Sunday , August 27, 2017 - 11:09 AM2 comments
WEST POINT — Back when he was a kid, says Rock Hendry, peering at the line of new homes off in the distance, the area south of 1800 North in West Point was wide open territory.
“We used to come down here pheasant hunting. It was just a kid’s paradise,” he said.
But even if development has encroached, the zone retains a rural feel. A large manmade pond on the land, where his home now sits, serves as a sanctuary for geese and other birds, hundreds of them at times. Cows graze in a field to the south.

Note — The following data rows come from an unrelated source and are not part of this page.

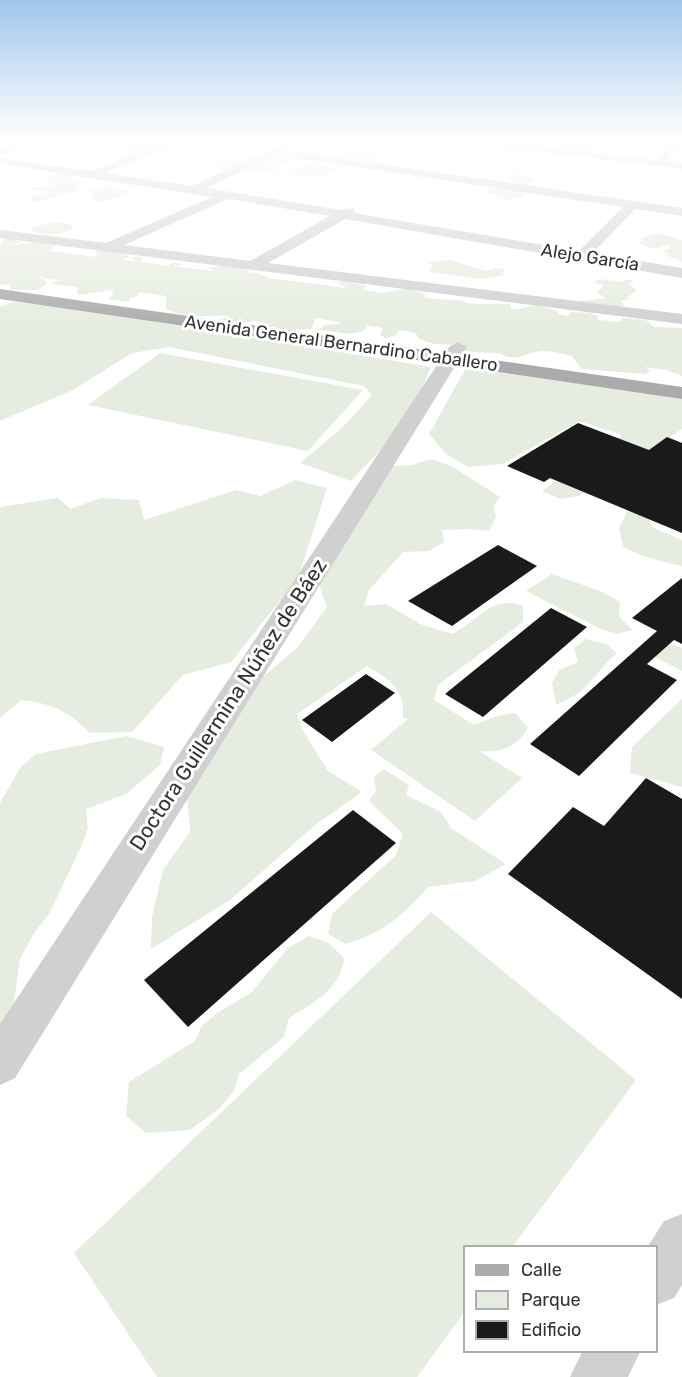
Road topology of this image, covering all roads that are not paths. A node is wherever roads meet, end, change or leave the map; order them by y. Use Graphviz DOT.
graph roads {
  1 [pos="207,203"];
  2 [pos="274,203"];
  3 [pos="321,203"];
  4 [pos="620,203"];
  5 [pos="632,205"];
  6 [pos="356,208"];
  7 [pos="682,212"];
  8 [pos="342,215"];
  9 [pos="0,234"];
  10 [pos="108,247"];
  11 [pos="586,252"];
  12 [pos="682,263"];
  13 [pos="252,266"];
  14 [pos="682,273"];
  15 [pos="0,281"];
  16 [pos="0,294"];
  17 [pos="682,319"];
  18 [pos="454,354"];
  19 [pos="682,379"];
  20 [pos="682,393"];
  21 [pos="0,1063"];
  22 [pos="682,1239"];
  23 [pos="658,1278"];
  24 [pos="612,1353"];
  25 [pos="597,1377"];
  1 -- 10 [label="street"];
  2 -- 8 [label="street, Alejo García"];
  3 -- 6 [label="street, Alejo García"];
  4 -- 5 [label="street"];
  5 -- 7 [label="street"];
  5 -- 11 [label="street"];
  6 -- 8 [label="street"];
  6 -- 11 [label="street, Alejo García"];
  8 -- 11 [label="street, Alejo García"];
  8 -- 13 [label="street"];
  9 -- 10 [label="street"];
  10 -- 13 [label="street"];
  11 -- 12 [label="street, Alejo García"];
  11 -- 14 [label="street, Alejo García"];
  13 -- 17 [label="street"];
  15 -- 18 [label="main road, Avenida General Bernardino Caballero"];
  16 -- 18 [label="main road, Avenida General Bernardino Caballero"];
  18 -- 19 [label="main road, Avenida General Bernardino Caballero"];
  18 -- 20 [label="main road, Avenida General Bernardino Caballero"];
  18 -- 21 [label="street, Doctora Guillermina Núñez de Báez"];
  22 -- 23 [label="street"];
  24 -- 25 [label="street"];
}
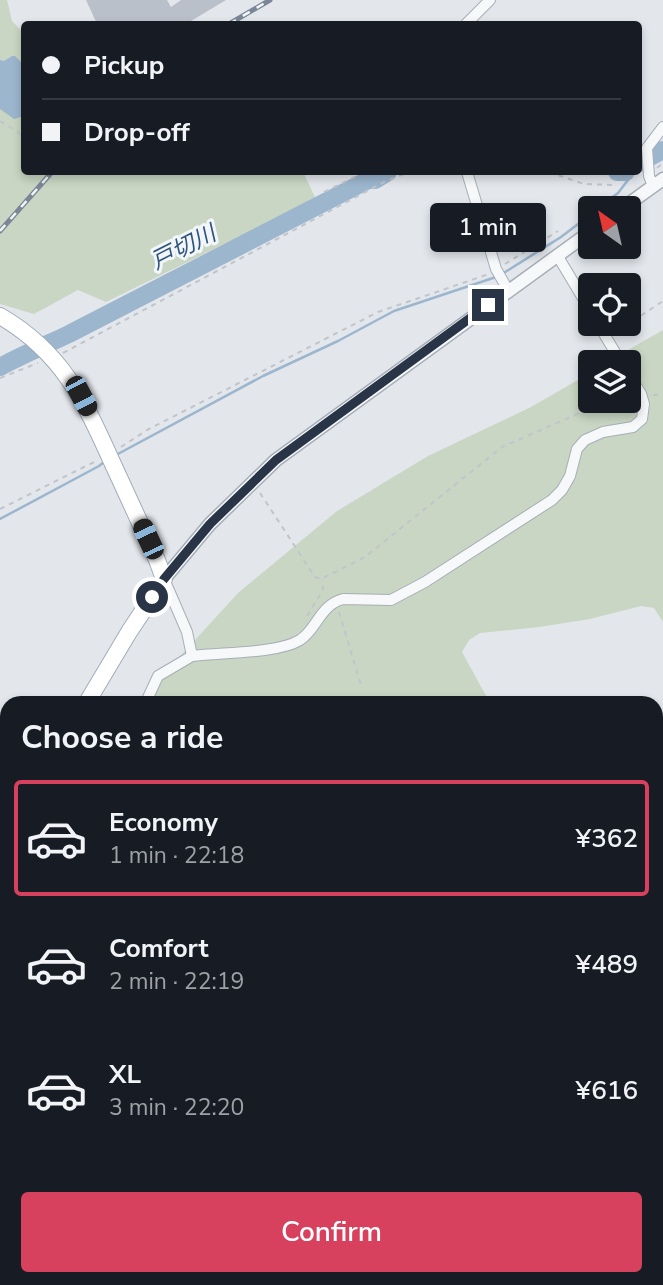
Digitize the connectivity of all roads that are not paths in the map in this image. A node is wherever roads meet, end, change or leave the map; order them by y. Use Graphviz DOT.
graph roads {
  1 [pos="489,0"];
  2 [pos="469,21"];
  3 [pos="663,127"];
  4 [pos="468,175"];
  5 [pos="655,181"];
  6 [pos="637,196"];
  7 [pos="578,240"];
  8 [pos="557,255"];
  9 [pos="508,290"];
  10 [pos="578,290"];
  11 [pos="0,316"];
  12 [pos="641,394"];
  13 [pos="164,579"];
  14 [pos="192,656"];
  15 [pos="91,696"];
  16 [pos="149,696"];
  1 -- 2 [label="street"];
  3 -- 5 [label="street"];
  4 -- 9 [label="street"];
  5 -- 6 [label="street"];
  7 -- 8 [label="street"];
  8 -- 9 [label="street"];
  8 -- 10 [label="street"];
  9 -- 13 [label="street"];
  11 -- 13 [label="main road"];
  12 -- 14 [label="street"];
  13 -- 14 [label="street"];
  13 -- 15 [label="main road"];
  14 -- 16 [label="street"];
}
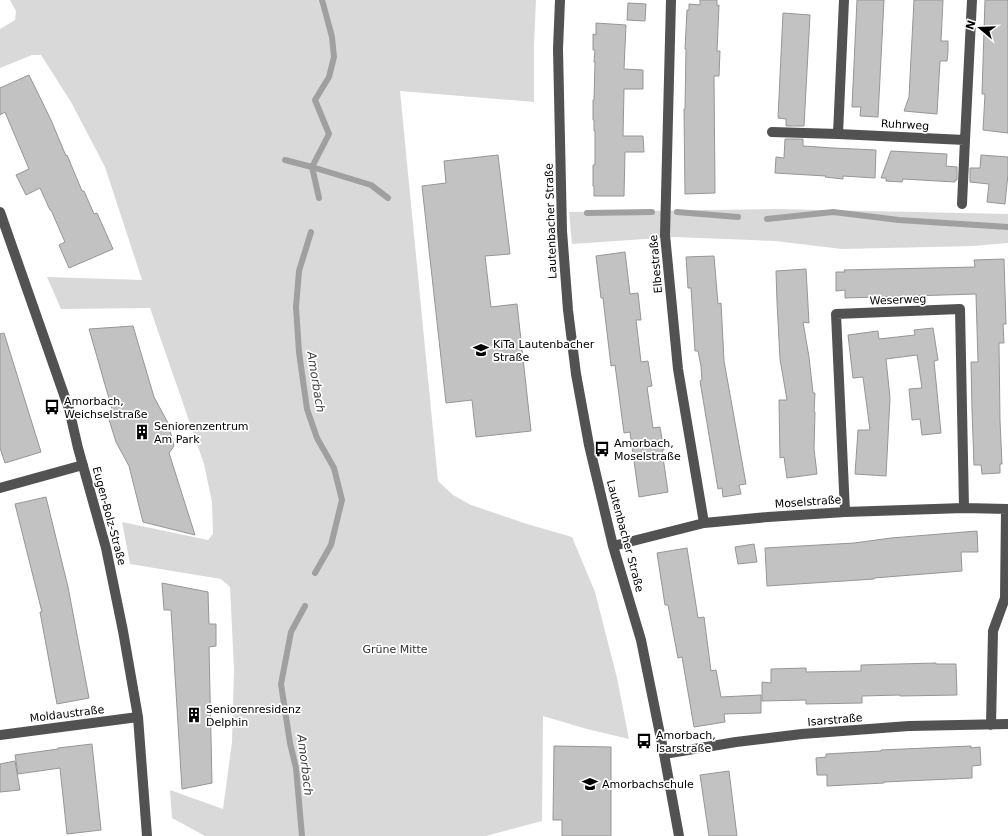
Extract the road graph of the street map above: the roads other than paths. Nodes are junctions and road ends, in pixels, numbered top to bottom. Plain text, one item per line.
1 (560, 0) edge
2 (671, 0) edge
3 (844, 0) edge
4 (972, 0) edge
5 (772, 132) dead end
6 (838, 134) junction
7 (965, 140) junction
8 (962, 204) dead end
9 (0, 213) edge
10 (83, 465) junction
11 (0, 488) edge
12 (964, 508) junction
13 (1007, 509) edge
14 (845, 512) junction
15 (704, 523) junction
16 (613, 546) junction
17 (138, 718) junction
18 (1008, 724) edge
19 (991, 725) junction
20 (0, 735) edge
21 (664, 754) junction
22 (147, 836) edge
23 (679, 836) edge

1 - 16 street, Lautenbacher Straße
2 - 15 street, Elbestraße
3 - 6 street
4 - 7 street
5 - 6 street, Ruhrweg
6 - 7 street, Ruhrweg
7 - 8 street
9 - 10 street, Eugen-Bolz-Straße
10 - 11 street
10 - 17 street, Eugen-Bolz-Straße
12 - 13 street, Moselstraße
12 - 14 street, Moselstraße
12 - 14 street, Weserweg
13 - 19 street
14 - 15 street, Moselstraße
15 - 16 street, Moselstraße
16 - 21 street, Lautenbacher Straße
17 - 20 street, Moldaustraße
17 - 22 street, Eugen-Bolz-Straße
18 - 19 street, Isarstraße
19 - 21 street, Isarstraße
21 - 23 street, Lautenbacher Straße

Now, though, comes a big test.
Utah Department of Transportation plans call for construction of the West Davis Corridor, the limited-access roadway meant to improve access between western Davis County and the Salt Lake City area, right through the middle of his pond, within sight of his front porch. It’s got him worried and many others contemplating the possible adverse impacts of the $725 million, 19-mile roadway — noise, unanticipated costs to connect into the planned highway, increased pollution around two schools and hikes in sewer rates, even.
"Just draining the pond's going to be a kick in the shorts. It's tough, it really is,” Hendry said, mulling the day, still years off, when the roadway makes its way to his neighborhood. “From this to a four-lane highway, it's just sad.”
The West Davis Corridor plans, in the works for years, will bring dramatic change to western Davis County — through West Point, Syracuse, Layton, Kaysville and Farmington. Most, like Hendry, know it’s in the offing, seem to accept its coming and understand the need for the upgrade — to accommodate population growth and increasing traffic and to create a relief valve to ease congestion on packed Interstate 15.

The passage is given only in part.